Fortunately for the Faithful Few, my walk through Terminal C did produce something more noteworthy than a rude giggle and a bottle of colored fizzy water. As I exited one of over a dozen moving walkways – “please watch your step...please watch your step” – I noticed a crowd gathered at the Martini Cove. Ever notice how airport restaurants name themselves after popular food or drink items? It's not The Watering Hole, it's Jose Cuervo's Watering Hole. It's not a Food Den, it's Coney Island Food Den. I think I had lunch in Minneapolis at the Philly Cheese Steak Sandwich Shop, a glorified Subway.
The folks in the crowd were not waiting in line for overpriced and ostentatiously titled airport fare or even being remotely social. They were watching The Masters, a professional golf tournament in Augusta, Georgia, which, in the immortal voice of Jim Nantz, is on CBS. Every year the world's best golfers compete to win a claim to a hideous green jacket by trying to out-golf each other. An explanation of the “sport” of golf is both beyond the scope of this blog and utterly boring, but it suffices to say that the game more slowly than a salted slug on frozen molasses.
The disgraced Tiger Woods was getting ready to putt. He took a couple of practice swings, shook his head as if trying to banish the mental image of mistress number eight and hit the ball. It didn't go in. Woods gave his best “I'm disappointed” mime as he fell to his knees clutching his metal stick in angst. Then he got up and finished the hole with an easy stroke for par. Golf clap. The crowd dissipated quickly as soon as Tiger's infamous image left the screen. The parting mass was clear evidence for the view that the “sport” of golf is very much benefited by Tiger's scandals. My anecdotal experience here in Michigan suggests that Masters viewership will be through the roof. The number of people who tune in this week or watch the final this weekend if Tiger is playing might even rival the Super Bowl. Sure, Bill Simmons probably said it before me, but you heard it here first.

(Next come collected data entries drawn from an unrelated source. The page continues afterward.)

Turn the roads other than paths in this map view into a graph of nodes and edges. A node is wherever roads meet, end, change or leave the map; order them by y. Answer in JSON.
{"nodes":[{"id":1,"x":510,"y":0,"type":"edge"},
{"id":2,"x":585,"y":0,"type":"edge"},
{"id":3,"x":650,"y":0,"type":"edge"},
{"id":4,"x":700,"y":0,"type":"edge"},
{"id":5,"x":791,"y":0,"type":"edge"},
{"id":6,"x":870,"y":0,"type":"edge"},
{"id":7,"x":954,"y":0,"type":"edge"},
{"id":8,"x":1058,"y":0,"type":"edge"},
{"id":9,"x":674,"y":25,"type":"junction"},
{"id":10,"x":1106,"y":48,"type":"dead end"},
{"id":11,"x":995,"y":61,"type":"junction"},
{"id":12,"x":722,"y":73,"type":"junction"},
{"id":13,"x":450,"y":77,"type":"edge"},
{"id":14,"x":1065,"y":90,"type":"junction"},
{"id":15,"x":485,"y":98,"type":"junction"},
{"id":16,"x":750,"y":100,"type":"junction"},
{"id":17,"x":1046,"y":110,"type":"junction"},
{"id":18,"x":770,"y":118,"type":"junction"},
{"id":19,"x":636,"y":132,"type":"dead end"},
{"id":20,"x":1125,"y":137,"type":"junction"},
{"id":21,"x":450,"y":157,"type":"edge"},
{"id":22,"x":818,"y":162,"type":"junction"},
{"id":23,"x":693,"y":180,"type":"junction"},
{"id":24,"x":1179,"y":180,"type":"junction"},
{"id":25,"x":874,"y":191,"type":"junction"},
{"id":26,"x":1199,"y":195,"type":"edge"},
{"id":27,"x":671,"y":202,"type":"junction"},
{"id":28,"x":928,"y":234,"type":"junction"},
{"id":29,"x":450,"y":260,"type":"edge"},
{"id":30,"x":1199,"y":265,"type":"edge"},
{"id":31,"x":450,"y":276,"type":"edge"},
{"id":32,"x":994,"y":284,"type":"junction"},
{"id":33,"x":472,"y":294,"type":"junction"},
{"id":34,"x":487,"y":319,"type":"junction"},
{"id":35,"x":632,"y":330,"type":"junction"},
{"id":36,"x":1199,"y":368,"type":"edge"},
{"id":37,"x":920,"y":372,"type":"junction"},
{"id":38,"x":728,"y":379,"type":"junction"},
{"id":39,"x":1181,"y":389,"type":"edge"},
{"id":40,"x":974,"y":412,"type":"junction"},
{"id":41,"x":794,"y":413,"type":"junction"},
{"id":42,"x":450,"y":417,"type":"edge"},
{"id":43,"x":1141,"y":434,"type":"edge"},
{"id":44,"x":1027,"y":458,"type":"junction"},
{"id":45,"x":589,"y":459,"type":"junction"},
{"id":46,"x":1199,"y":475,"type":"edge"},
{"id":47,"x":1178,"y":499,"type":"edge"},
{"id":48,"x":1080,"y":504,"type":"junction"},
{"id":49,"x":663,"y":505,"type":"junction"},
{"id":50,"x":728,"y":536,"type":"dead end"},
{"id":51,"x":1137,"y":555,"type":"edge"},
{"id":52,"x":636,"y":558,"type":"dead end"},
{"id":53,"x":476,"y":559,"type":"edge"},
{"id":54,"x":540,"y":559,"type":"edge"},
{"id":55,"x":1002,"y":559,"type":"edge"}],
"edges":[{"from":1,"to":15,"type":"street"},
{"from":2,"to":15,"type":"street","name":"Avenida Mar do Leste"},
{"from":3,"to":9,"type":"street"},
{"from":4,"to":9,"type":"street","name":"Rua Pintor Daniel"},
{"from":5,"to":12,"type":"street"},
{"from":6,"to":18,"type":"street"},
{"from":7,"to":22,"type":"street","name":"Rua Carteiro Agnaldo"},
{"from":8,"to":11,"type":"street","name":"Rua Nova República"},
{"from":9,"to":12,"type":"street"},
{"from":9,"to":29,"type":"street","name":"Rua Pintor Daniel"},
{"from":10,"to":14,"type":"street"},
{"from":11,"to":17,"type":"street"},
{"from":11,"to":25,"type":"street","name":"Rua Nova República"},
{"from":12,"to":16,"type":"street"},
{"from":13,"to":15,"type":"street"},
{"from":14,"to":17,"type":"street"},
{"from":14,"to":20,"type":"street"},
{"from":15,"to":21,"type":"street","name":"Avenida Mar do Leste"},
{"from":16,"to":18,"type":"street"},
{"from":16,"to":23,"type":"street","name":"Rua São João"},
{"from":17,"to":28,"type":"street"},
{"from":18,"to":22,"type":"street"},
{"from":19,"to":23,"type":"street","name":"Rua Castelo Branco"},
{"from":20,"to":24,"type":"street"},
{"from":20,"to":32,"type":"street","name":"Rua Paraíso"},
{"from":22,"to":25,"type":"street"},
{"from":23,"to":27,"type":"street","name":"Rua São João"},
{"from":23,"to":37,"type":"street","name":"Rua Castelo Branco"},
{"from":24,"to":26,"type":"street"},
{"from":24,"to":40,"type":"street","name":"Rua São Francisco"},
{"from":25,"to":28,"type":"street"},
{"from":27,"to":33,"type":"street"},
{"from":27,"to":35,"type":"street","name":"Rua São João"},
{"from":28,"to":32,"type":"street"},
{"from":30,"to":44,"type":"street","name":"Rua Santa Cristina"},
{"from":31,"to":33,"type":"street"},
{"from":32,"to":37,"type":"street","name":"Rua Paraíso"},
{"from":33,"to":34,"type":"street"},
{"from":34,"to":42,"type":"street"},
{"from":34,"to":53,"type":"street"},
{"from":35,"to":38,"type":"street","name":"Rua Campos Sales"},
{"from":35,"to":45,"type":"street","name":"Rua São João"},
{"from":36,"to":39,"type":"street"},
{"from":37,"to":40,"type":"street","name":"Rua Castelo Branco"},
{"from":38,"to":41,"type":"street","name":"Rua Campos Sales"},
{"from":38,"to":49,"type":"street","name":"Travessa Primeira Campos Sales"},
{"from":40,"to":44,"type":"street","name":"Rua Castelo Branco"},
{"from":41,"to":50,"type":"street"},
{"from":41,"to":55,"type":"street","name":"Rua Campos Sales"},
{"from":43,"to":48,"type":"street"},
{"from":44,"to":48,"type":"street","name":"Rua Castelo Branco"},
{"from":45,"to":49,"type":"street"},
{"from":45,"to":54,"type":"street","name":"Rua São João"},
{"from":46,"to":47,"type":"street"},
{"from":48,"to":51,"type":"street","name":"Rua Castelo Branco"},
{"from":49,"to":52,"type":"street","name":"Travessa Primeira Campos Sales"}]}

I wonder if golf would be more popular it were broadcast by Scott Hamilton, the ice skating legend. Instead of talking about dimpled girls twirling in toilet-paper dresses, he'd be commenting on dimpled golf balls being hit into holes in the grass. Using his signature grunting, Hamilton would describe the golfer's movements with an encouraging “It miiiiight go iiiiiin....Oh it did!” He could partner with the sarcastic commentator from that NBC reality show where contestants run through obstacle courses (please volunteer his name in the comment section, I'm too lazy to hunt it down) saying things like “that must have hurt” or “he'll feel that in the morning.” Now that's TV that I would watch.
Interested in locating airport goers -- any in the terminal -- who were not entranced by Tiger's performance, I spied a woman reading Cosmopolitan Magazine (Playboy for women). Her devoted attention to the text's glossy pages was not deterred by replays of the unfaithful golfer. An elderly gentleman with a legal pad was busy scribbling something important-looking. He did not look up either. Then Tiger reappeared to challenge another hole. The old man set aside his notes and the woman put down her girl porn. Woods had center stage and I looked around the terminal to see everyone sitting in rapt attention. I could have hijacked a plane right off the tarmac and no one would have noticed until Tiger left the frame.
No one, not even Fred Couples (Fred who?), demands the undivided attention garnered by Tiger Woods. The entertainment provided by his return to golf is enough, even, to make a visit to Detroit Metro interesting. Bravo Tiger!